• **HOW TO COMPLETE THIS TASK**:
Lines holding the string "image" are the ones to copy; find them all in the data.

** Opening RECORDS FOR THIS EXERCISE block **

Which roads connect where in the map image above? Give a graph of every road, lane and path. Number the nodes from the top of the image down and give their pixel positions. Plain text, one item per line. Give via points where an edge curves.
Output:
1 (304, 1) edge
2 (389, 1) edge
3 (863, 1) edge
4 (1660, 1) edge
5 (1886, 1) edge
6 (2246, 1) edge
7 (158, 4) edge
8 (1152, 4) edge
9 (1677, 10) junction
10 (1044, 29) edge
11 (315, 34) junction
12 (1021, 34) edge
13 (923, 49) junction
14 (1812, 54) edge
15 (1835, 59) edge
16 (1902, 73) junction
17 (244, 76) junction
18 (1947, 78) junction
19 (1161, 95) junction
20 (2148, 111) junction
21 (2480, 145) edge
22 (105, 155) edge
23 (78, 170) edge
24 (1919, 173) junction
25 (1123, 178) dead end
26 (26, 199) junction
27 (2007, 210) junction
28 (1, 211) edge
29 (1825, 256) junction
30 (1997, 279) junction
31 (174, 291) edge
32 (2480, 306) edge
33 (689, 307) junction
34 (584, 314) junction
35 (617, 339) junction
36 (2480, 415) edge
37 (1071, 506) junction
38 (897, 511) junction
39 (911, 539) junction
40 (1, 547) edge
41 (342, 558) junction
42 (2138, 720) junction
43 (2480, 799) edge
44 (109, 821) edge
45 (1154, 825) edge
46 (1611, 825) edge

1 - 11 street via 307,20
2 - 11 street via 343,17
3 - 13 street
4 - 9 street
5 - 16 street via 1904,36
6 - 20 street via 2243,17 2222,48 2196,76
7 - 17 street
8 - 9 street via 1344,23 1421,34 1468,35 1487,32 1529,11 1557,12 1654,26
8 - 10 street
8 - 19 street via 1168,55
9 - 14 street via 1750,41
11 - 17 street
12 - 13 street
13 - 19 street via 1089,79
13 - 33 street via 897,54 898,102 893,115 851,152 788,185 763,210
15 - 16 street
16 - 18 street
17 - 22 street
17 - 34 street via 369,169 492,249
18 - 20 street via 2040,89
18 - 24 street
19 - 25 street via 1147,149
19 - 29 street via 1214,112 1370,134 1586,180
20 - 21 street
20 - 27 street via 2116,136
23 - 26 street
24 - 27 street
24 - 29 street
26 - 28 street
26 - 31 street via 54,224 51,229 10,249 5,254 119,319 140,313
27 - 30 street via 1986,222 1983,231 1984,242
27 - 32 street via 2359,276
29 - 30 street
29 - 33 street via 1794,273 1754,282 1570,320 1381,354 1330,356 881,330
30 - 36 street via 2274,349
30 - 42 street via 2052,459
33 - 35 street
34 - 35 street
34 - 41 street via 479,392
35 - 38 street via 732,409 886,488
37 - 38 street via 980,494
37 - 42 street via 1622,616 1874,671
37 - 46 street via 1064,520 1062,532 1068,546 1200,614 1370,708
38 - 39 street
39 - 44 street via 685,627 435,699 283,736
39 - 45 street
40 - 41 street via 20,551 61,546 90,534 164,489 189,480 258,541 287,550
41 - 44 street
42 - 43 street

** Closing RECORDS FOR THIS EXERCISE block **
** Opening RECORDS FOR THIS EXERCISE block **

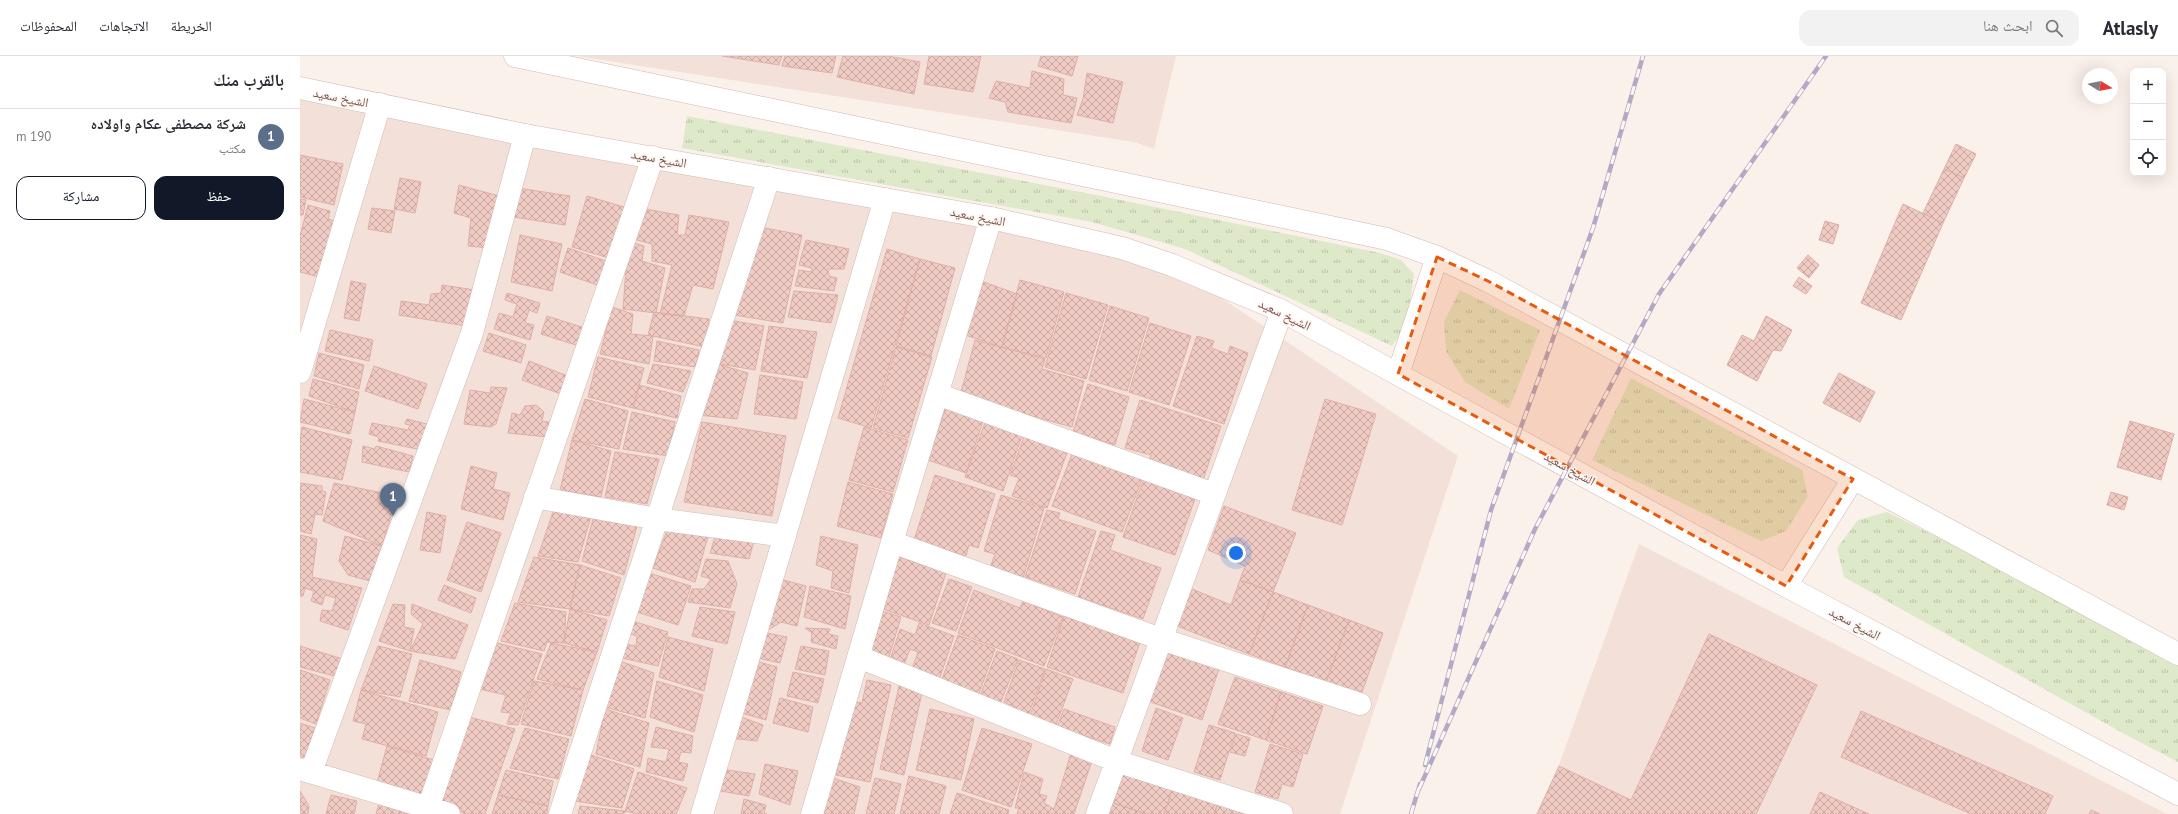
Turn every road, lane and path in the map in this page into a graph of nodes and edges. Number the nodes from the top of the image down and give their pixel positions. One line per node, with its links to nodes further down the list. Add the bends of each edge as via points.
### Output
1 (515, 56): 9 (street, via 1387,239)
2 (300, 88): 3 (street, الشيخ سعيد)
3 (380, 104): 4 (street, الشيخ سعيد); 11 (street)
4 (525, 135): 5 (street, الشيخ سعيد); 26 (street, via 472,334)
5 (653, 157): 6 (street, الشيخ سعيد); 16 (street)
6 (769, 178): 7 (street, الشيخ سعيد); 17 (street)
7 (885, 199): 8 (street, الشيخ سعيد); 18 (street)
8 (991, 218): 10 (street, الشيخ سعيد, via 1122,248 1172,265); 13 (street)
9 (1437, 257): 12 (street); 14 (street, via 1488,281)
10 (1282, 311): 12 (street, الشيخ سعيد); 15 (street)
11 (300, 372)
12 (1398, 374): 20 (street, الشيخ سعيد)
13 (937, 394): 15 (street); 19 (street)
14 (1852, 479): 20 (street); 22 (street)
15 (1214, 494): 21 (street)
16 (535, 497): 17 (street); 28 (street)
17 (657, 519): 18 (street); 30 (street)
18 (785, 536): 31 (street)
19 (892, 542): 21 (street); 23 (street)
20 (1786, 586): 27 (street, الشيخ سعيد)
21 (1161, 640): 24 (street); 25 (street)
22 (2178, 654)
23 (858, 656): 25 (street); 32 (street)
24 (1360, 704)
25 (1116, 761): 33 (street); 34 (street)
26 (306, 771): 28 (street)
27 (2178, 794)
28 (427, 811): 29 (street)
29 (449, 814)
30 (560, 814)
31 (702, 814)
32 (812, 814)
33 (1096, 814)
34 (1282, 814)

** Closing RECORDS FOR THIS EXERCISE block **
** Opening RECORDS FOR THIS EXERCISE block **

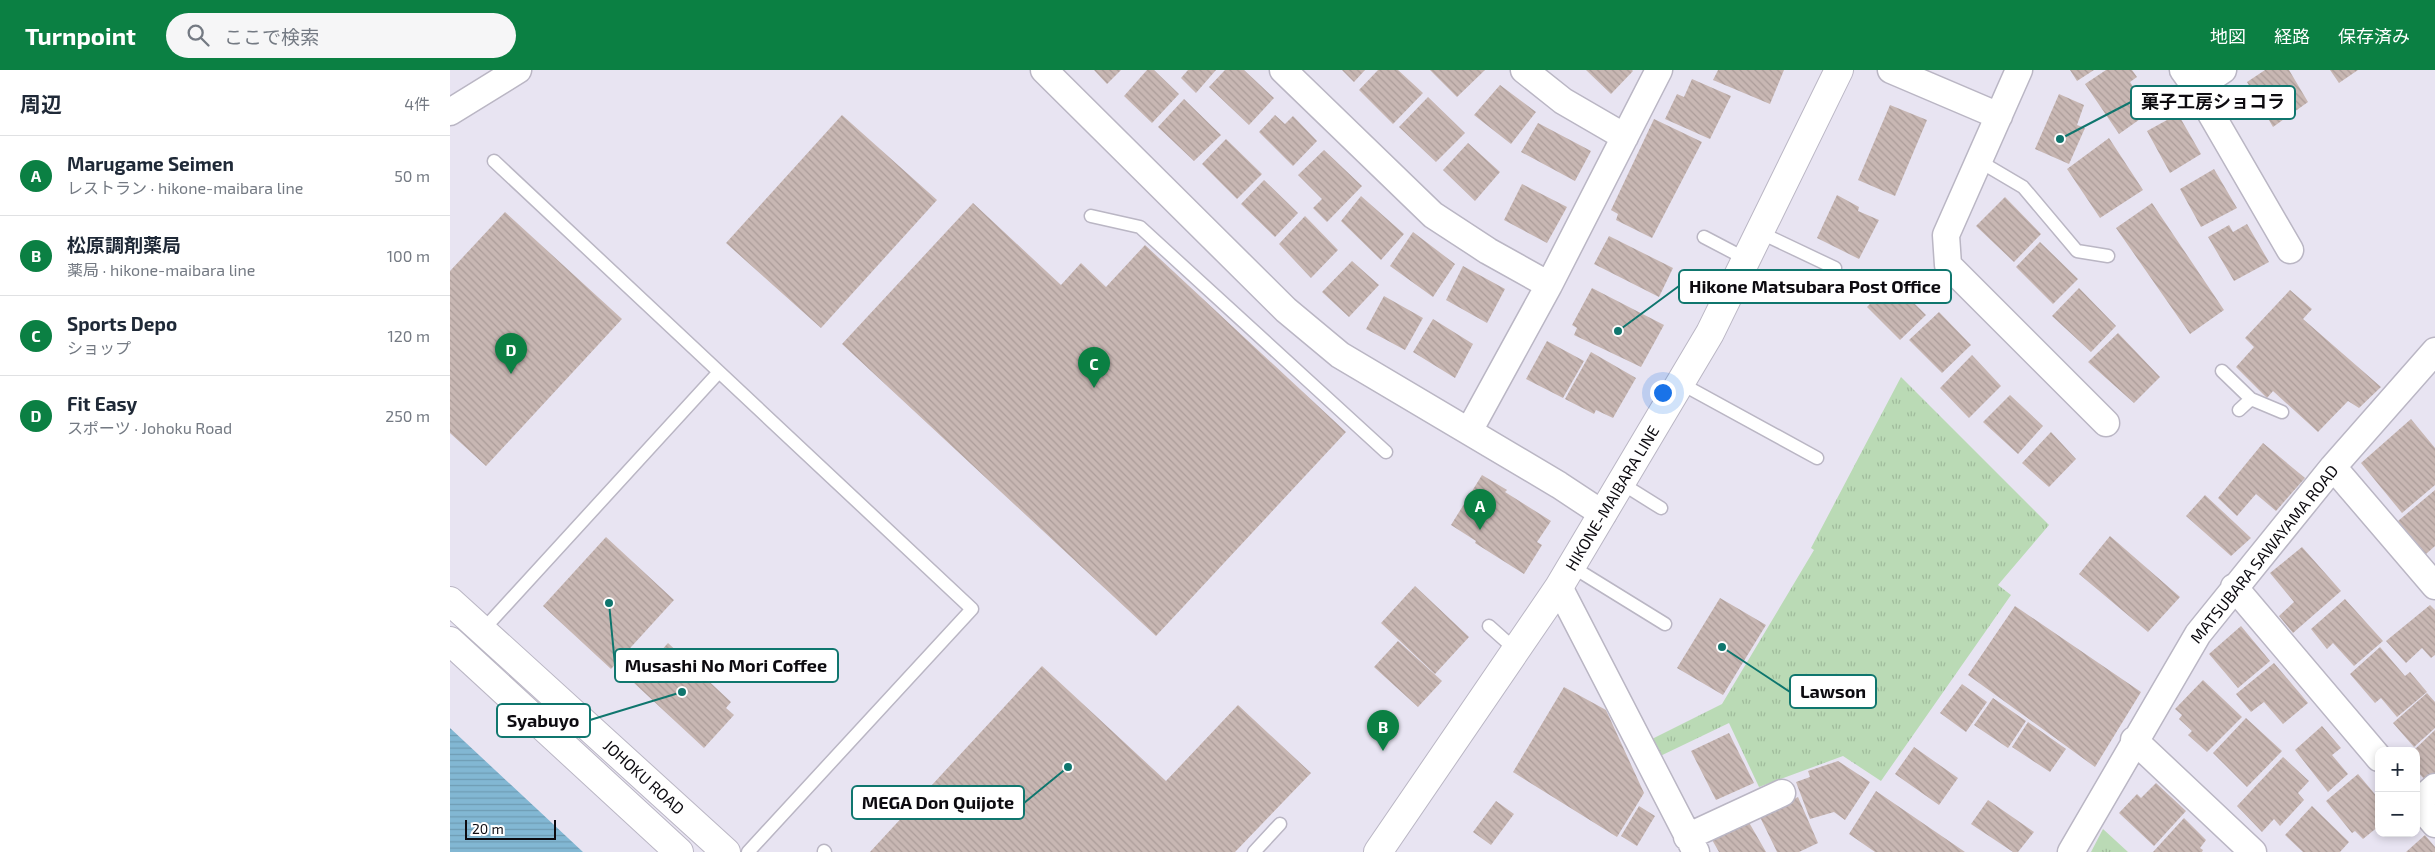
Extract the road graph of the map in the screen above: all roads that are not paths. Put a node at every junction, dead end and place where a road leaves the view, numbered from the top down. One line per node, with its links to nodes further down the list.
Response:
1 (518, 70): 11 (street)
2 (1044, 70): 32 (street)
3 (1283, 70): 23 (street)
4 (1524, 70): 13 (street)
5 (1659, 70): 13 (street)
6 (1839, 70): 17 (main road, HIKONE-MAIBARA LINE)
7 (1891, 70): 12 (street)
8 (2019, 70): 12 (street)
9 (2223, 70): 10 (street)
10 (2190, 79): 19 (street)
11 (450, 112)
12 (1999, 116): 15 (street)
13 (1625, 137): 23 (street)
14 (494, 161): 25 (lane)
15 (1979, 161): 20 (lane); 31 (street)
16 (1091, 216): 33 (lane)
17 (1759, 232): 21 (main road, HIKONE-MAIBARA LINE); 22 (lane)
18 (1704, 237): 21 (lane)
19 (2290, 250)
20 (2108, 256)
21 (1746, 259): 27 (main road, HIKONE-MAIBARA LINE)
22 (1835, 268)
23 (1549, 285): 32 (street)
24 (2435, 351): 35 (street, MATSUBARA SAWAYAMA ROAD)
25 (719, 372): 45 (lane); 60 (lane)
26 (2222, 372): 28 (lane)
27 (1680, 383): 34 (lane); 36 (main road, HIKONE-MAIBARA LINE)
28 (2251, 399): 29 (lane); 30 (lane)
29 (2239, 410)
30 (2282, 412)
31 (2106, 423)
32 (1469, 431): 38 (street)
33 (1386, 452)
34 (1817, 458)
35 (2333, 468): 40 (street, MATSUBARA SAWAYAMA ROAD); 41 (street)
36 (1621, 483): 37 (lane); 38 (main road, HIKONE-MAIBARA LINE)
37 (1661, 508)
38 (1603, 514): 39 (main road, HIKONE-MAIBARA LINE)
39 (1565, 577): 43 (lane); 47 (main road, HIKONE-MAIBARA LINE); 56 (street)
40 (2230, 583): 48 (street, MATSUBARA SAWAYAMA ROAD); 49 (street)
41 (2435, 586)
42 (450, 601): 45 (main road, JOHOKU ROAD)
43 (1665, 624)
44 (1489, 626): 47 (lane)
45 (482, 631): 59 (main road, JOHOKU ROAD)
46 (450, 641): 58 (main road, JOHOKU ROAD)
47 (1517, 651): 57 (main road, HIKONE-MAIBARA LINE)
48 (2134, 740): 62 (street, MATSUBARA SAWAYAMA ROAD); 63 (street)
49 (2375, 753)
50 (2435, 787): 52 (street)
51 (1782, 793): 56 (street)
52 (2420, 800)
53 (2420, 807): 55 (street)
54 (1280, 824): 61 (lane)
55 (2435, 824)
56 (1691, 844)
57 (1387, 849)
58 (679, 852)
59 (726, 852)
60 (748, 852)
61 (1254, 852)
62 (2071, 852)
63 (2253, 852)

** Closing RECORDS FOR THIS EXERCISE block **

• **THE COMPLETED TASK**:
Which roads connect where in the map image above? Give a graph of every road, lane and path. Number the nodes from the top of the image down and give their pixel positions. Plain text, one item per line. Give via points where an edge curves.
Turn every road, lane and path in the map in this page into a graph of nodes and edges. Number the nodes from the top of the image down and give their pixel positions. One line per node, with its links to nodes further down the list. Add the bends of each edge as via points.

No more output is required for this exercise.